BRUSSELS Austerity measures in the euro zone are unavoidable, but countries can and should counteract with reforms to boost growth, European Central Bank Governing Council member Luc Coene said on Saturday.
In a panel debate on the euro zone in Brussels, Coene was challenged by economist Paul De Grauwe, now with the London School of Economics, who said policymakers should be foremost in promoting growth not reining it in.
"To think that austerity could be avoided is naive ... the interest rates would have risen even more than they did," said Coene, who is also governor of Belgium's central bank.
He said governments in the euro zone region, which has been mired in a debt crisis for almost three years, should have enacted structural reforms at the same time as pushing through austerity measures.
"We should have done that earlier. It could have countered the negative effect of saving," Coene said.

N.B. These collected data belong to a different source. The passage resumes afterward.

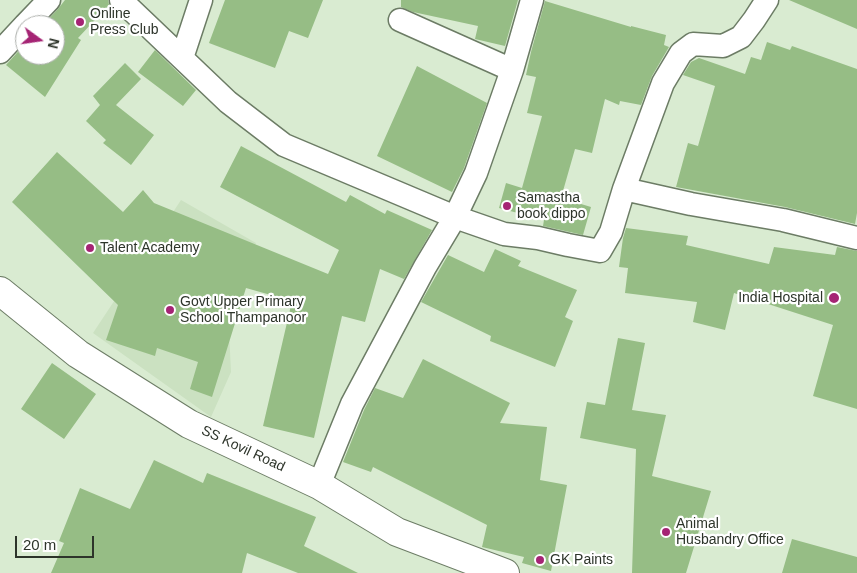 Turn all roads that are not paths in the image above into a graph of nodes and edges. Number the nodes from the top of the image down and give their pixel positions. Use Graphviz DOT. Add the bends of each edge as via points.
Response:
graph roads {
  1 [pos="49,0"];
  2 [pos="121,0"];
  3 [pos="201,0"];
  4 [pos="532,0"];
  5 [pos="767,0"];
  6 [pos="35,15"];
  7 [pos="400,20"];
  8 [pos="15,36"];
  9 [pos="0,52"];
  10 [pos="182,58"];
  11 [pos="512,70"];
  12 [pos="624,188"];
  13 [pos="455,217"];
  14 [pos="857,238"];
  15 [pos="0,291"];
  16 [pos="319,485"];
  17 [pos="505,573"];
  1 -- 6 [label="street"];
  2 -- 10 [label="street"];
  3 -- 10 [label="street"];
  4 -- 11 [label="street"];
  5 -- 12 [label="street" via="741,36 724,46 693,44 680,53 663,83"];
  7 -- 11 [label="street"];
  8 -- 9 [label="street"];
  10 -- 13 [label="street" via="228,102 284,145"];
  11 -- 13 [label="street" via="476,174"];
  12 -- 13 [label="street" via="611,232 600,251 504,234"];
  12 -- 14 [label="street"];
  13 -- 16 [label="street" via="352,404"];
  15 -- 16 [label="street, SS Kovil Road" via="78,354 189,424"];
  16 -- 17 [label="street, SS Kovil Road" via="397,532"];
} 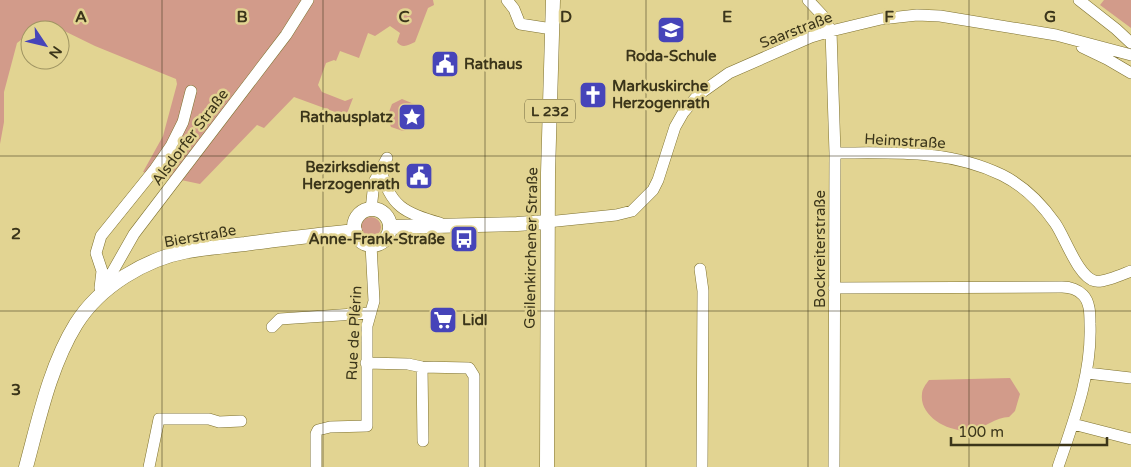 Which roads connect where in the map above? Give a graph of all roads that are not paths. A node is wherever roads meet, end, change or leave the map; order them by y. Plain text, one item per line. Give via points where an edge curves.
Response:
1 (308, 0) edge
2 (507, 0) edge
3 (553, 0) edge
4 (808, 0) edge
5 (1078, 0) edge
6 (552, 29) junction
7 (831, 30) junction
8 (1056, 35) junction
9 (1131, 43) edge
10 (1131, 55) edge
11 (1131, 73) edge
12 (191, 91) dead end
13 (835, 153) junction
14 (387, 158) dead end
15 (381, 169) junction
16 (371, 210) junction
17 (548, 222) junction
18 (452, 226) junction
19 (390, 227) junction
20 (355, 231) junction
21 (372, 245) junction
22 (700, 269) dead end
23 (1131, 271) edge
24 (834, 288) junction
25 (100, 295) junction
26 (370, 313) junction
27 (272, 327) dead end
28 (366, 363) junction
29 (422, 366) junction
30 (1087, 372) junction
31 (1131, 378) edge
32 (241, 421) dead end
33 (1073, 424) junction
34 (1131, 439) edge
35 (423, 441) dead end
36 (26, 467) edge
37 (149, 467) edge
38 (316, 467) edge
39 (474, 467) edge
40 (547, 467) edge
41 (702, 467) edge
42 (834, 467) edge
43 (1058, 467) edge

1 - 25 street, Alsdorfer Straße via 286,35 134,234
2 - 6 street via 520,24
3 - 6 main road, Geilenkirchener Straße / L 232
4 - 7 street
5 - 9 street
6 - 17 main road, Geilenkirchener Straße / L 232
7 - 8 street, Saarstraße via 917,15 960,18
7 - 13 street, Bockreiterstraße
7 - 17 street, Saarstraße via 729,73 698,94 682,112 653,190 632,211
8 - 10 street, Saarstraße
8 - 11 street
12 - 25 street via 183,122 171,146 102,236 96,253 102,271
13 - 23 street, Heimstraße via 930,154 964,161 1002,175 1019,185 1042,206 1088,278 1099,282
13 - 24 street, Bockreiterstraße
14 - 15 street
15 - 16 street via 374,182
15 - 18 street via 387,190 400,207 420,217
16 - 19 main road via 382,213
16 - 20 main road via 360,214 354,225
17 - 18 main road
17 - 40 main road, Geilenkirchener Straße / L 232
18 - 19 main road
19 - 21 main road via 382,242
20 - 21 main road via 360,241
20 - 25 main road, Bierstraße via 187,252 127,274
21 - 26 street, Rue de Plérin via 374,300
22 - 41 street via 703,291
24 - 30 street via 1062,287 1078,291 1086,300 1090,314
24 - 42 street, Bockreiterstraße
25 - 36 main road, Bierstraße via 76,324 63,350
26 - 27 street via 280,319
26 - 28 street, Rue de Plérin
28 - 29 street
28 - 38 street, Rue de Plérin via 367,426 318,430
29 - 35 street
29 - 39 street via 469,368 472,372
30 - 31 street
30 - 33 street
32 - 37 street via 159,419
33 - 34 street
33 - 43 street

While a number of euro zone nations were keen to pass responsibility for solving the crisis to the ECB, the central bank was not involved in budget setting and had to rely on commitments of member states in return for help.
Asked how he saw the situation developing in Spain, which is in deep recession and plagued by high borrowing costs, Coene said it would have to decide whether to request aid from the EU bailout fund, the European Stability Mechanism.
However, this would not necessarily trigger bond buying.
"We would do an evaluation. There is no automatic link between the one and the other," he said.
Spain is seen requesting a bailout in the next few weeks.
The European Central Bank agreed last month that it was prepared for a potentially unlimited purchase of bonds with a maturity of up to three years of struggling euro zone countries.
If the bond buying programme, dubbed "Outright Monetary Transactions" (OMT) was triggered, it would ease pressure on the country's borrowing costs and should limit risks of contagion to other euro zone countries.
The prospect of it happening has already calmed financial markets.
Coene is the head of the Belgian central bank, a position which brings with it a seat on the ECB's 23-member Governing Council. He said he believed the "foundation stones" were in place for a resolution of the euro zone debt crisis.
"There is a question of going slower or faster ... but the political will to go on is there."